*** Opening of Data provided ***

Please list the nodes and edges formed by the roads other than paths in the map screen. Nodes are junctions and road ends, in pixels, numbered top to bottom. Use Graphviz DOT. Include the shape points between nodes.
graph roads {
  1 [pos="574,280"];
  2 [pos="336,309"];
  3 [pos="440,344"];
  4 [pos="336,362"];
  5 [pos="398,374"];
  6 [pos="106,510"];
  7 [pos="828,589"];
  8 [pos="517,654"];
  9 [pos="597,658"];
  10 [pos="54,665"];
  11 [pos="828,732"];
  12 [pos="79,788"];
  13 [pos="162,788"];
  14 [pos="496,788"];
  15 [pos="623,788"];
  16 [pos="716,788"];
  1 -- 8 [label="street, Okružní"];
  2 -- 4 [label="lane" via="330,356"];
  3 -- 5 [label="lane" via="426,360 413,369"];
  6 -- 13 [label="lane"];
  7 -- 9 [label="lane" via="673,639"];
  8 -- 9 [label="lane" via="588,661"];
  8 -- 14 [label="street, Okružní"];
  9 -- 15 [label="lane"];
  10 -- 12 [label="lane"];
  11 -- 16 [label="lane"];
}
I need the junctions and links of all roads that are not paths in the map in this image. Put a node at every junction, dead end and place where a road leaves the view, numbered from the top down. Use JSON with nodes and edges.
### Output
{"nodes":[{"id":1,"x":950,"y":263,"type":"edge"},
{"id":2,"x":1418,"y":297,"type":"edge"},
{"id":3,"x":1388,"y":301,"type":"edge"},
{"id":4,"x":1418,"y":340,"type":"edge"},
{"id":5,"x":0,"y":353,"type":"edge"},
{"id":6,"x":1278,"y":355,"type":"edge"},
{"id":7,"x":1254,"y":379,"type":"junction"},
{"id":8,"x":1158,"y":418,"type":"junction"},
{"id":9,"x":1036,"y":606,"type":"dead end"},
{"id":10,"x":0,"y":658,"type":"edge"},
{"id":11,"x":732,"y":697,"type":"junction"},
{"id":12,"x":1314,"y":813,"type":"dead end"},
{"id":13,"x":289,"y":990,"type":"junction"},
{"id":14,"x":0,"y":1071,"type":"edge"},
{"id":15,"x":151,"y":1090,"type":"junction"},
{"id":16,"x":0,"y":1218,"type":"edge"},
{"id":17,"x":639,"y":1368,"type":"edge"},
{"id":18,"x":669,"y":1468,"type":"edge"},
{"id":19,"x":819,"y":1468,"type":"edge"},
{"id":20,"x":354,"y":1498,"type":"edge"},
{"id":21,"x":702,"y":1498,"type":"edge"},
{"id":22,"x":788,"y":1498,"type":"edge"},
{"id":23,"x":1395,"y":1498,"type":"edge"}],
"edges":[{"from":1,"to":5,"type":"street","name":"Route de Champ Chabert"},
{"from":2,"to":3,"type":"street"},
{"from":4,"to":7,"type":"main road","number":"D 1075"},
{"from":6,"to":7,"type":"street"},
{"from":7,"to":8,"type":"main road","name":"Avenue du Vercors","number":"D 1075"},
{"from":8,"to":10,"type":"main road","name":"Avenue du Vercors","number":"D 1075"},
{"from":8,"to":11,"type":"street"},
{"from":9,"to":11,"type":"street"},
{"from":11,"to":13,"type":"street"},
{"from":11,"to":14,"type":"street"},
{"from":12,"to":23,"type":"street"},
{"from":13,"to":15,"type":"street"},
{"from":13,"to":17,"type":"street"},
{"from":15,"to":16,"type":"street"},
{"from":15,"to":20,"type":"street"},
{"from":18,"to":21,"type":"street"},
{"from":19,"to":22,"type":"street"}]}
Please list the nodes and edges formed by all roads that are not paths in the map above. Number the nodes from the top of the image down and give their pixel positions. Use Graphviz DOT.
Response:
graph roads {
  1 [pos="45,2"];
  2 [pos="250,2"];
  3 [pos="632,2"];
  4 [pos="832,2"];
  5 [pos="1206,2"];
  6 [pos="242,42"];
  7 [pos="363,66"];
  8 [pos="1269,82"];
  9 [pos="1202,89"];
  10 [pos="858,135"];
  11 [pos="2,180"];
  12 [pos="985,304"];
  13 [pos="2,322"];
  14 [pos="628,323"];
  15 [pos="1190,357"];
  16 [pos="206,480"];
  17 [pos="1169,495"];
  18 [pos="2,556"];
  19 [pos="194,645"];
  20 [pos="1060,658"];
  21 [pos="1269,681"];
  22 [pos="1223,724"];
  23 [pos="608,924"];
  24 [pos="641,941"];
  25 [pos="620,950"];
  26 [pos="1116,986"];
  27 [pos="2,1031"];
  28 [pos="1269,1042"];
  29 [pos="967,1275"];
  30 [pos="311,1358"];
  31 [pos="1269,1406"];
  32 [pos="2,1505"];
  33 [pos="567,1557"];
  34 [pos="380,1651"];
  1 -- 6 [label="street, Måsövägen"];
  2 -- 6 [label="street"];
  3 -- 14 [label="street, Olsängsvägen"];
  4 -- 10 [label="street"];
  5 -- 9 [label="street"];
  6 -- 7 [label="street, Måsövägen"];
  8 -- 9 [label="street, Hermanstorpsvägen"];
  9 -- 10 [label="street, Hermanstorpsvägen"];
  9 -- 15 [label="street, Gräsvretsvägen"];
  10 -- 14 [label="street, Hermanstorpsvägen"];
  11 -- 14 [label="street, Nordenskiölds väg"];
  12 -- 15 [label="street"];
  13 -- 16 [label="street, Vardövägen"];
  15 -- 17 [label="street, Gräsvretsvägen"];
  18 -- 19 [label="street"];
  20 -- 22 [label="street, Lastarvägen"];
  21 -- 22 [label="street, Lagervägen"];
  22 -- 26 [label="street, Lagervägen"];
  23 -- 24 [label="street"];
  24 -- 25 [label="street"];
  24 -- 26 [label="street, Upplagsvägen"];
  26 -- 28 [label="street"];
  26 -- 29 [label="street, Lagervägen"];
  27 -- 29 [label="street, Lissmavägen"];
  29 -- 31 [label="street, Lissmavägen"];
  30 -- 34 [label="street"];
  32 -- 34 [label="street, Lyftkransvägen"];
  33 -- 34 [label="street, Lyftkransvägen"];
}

*** Close of Data provided ***

Task objective =>
Each record must be duplicated exactly, with none missing.

Task response =>
Please list the nodes and edges formed by the roads other than paths in the map screen. Nodes are junctions and road ends, in pixels, numbered top to bottom. Use Graphviz DOT. Include the shape points between nodes.
graph roads {
  1 [pos="574,280"];
  2 [pos="336,309"];
  3 [pos="440,344"];
  4 [pos="336,362"];
  5 [pos="398,374"];
  6 [pos="106,510"];
  7 [pos="828,589"];
  8 [pos="517,654"];
  9 [pos="597,658"];
  10 [pos="54,665"];
  11 [pos="828,732"];
  12 [pos="79,788"];
  13 [pos="162,788"];
  14 [pos="496,788"];
  15 [pos="623,788"];
  16 [pos="716,788"];
  1 -- 8 [label="street, Okružní"];
  2 -- 4 [label="lane" via="330,356"];
  3 -- 5 [label="lane" via="426,360 413,369"];
  6 -- 13 [label="lane"];
  7 -- 9 [label="lane" via="673,639"];
  8 -- 9 [label="lane" via="588,661"];
  8 -- 14 [label="street, Okružní"];
  9 -- 15 [label="lane"];
  10 -- 12 [label="lane"];
  11 -- 16 [label="lane"];
}
I need the junctions and links of all roads that are not paths in the map in this image. Put a node at every junction, dead end and place where a road leaves the view, numbered from the top down. Use JSON with nodes and edges.
### Output
{"nodes":[{"id":1,"x":950,"y":263,"type":"edge"},
{"id":2,"x":1418,"y":297,"type":"edge"},
{"id":3,"x":1388,"y":301,"type":"edge"},
{"id":4,"x":1418,"y":340,"type":"edge"},
{"id":5,"x":0,"y":353,"type":"edge"},
{"id":6,"x":1278,"y":355,"type":"edge"},
{"id":7,"x":1254,"y":379,"type":"junction"},
{"id":8,"x":1158,"y":418,"type":"junction"},
{"id":9,"x":1036,"y":606,"type":"dead end"},
{"id":10,"x":0,"y":658,"type":"edge"},
{"id":11,"x":732,"y":697,"type":"junction"},
{"id":12,"x":1314,"y":813,"type":"dead end"},
{"id":13,"x":289,"y":990,"type":"junction"},
{"id":14,"x":0,"y":1071,"type":"edge"},
{"id":15,"x":151,"y":1090,"type":"junction"},
{"id":16,"x":0,"y":1218,"type":"edge"},
{"id":17,"x":639,"y":1368,"type":"edge"},
{"id":18,"x":669,"y":1468,"type":"edge"},
{"id":19,"x":819,"y":1468,"type":"edge"},
{"id":20,"x":354,"y":1498,"type":"edge"},
{"id":21,"x":702,"y":1498,"type":"edge"},
{"id":22,"x":788,"y":1498,"type":"edge"},
{"id":23,"x":1395,"y":1498,"type":"edge"}],
"edges":[{"from":1,"to":5,"type":"street","name":"Route de Champ Chabert"},
{"from":2,"to":3,"type":"street"},
{"from":4,"to":7,"type":"main road","number":"D 1075"},
{"from":6,"to":7,"type":"street"},
{"from":7,"to":8,"type":"main road","name":"Avenue du Vercors","number":"D 1075"},
{"from":8,"to":10,"type":"main road","name":"Avenue du Vercors","number":"D 1075"},
{"from":8,"to":11,"type":"street"},
{"from":9,"to":11,"type":"street"},
{"from":11,"to":13,"type":"street"},
{"from":11,"to":14,"type":"street"},
{"from":12,"to":23,"type":"street"},
{"from":13,"to":15,"type":"street"},
{"from":13,"to":17,"type":"street"},
{"from":15,"to":16,"type":"street"},
{"from":15,"to":20,"type":"street"},
{"from":18,"to":21,"type":"street"},
{"from":19,"to":22,"type":"street"}]}
Please list the nodes and edges formed by all roads that are not paths in the map above. Number the nodes from the top of the image down and give their pixel positions. Use Graphviz DOT.
Response:
graph roads {
  1 [pos="45,2"];
  2 [pos="250,2"];
  3 [pos="632,2"];
  4 [pos="832,2"];
  5 [pos="1206,2"];
  6 [pos="242,42"];
  7 [pos="363,66"];
  8 [pos="1269,82"];
  9 [pos="1202,89"];
  10 [pos="858,135"];
  11 [pos="2,180"];
  12 [pos="985,304"];
  13 [pos="2,322"];
  14 [pos="628,323"];
  15 [pos="1190,357"];
  16 [pos="206,480"];
  17 [pos="1169,495"];
  18 [pos="2,556"];
  19 [pos="194,645"];
  20 [pos="1060,658"];
  21 [pos="1269,681"];
  22 [pos="1223,724"];
  23 [pos="608,924"];
  24 [pos="641,941"];
  25 [pos="620,950"];
  26 [pos="1116,986"];
  27 [pos="2,1031"];
  28 [pos="1269,1042"];
  29 [pos="967,1275"];
  30 [pos="311,1358"];
  31 [pos="1269,1406"];
  32 [pos="2,1505"];
  33 [pos="567,1557"];
  34 [pos="380,1651"];
  1 -- 6 [label="street, Måsövägen"];
  2 -- 6 [label="street"];
  3 -- 14 [label="street, Olsängsvägen"];
  4 -- 10 [label="street"];
  5 -- 9 [label="street"];
  6 -- 7 [label="street, Måsövägen"];
  8 -- 9 [label="street, Hermanstorpsvägen"];
  9 -- 10 [label="street, Hermanstorpsvägen"];
  9 -- 15 [label="street, Gräsvretsvägen"];
  10 -- 14 [label="street, Hermanstorpsvägen"];
  11 -- 14 [label="street, Nordenskiölds väg"];
  12 -- 15 [label="street"];
  13 -- 16 [label="street, Vardövägen"];
  15 -- 17 [label="street, Gräsvretsvägen"];
  18 -- 19 [label="street"];
  20 -- 22 [label="street, Lastarvägen"];
  21 -- 22 [label="street, Lagervägen"];
  22 -- 26 [label="street, Lagervägen"];
  23 -- 24 [label="street"];
  24 -- 25 [label="street"];
  24 -- 26 [label="street, Upplagsvägen"];
  26 -- 28 [label="street"];
  26 -- 29 [label="street, Lagervägen"];
  27 -- 29 [label="street, Lissmavägen"];
  29 -- 31 [label="street, Lissmavägen"];
  30 -- 34 [label="street"];
  32 -- 34 [label="street, Lyftkransvägen"];
  33 -- 34 [label="street, Lyftkransvägen"];
}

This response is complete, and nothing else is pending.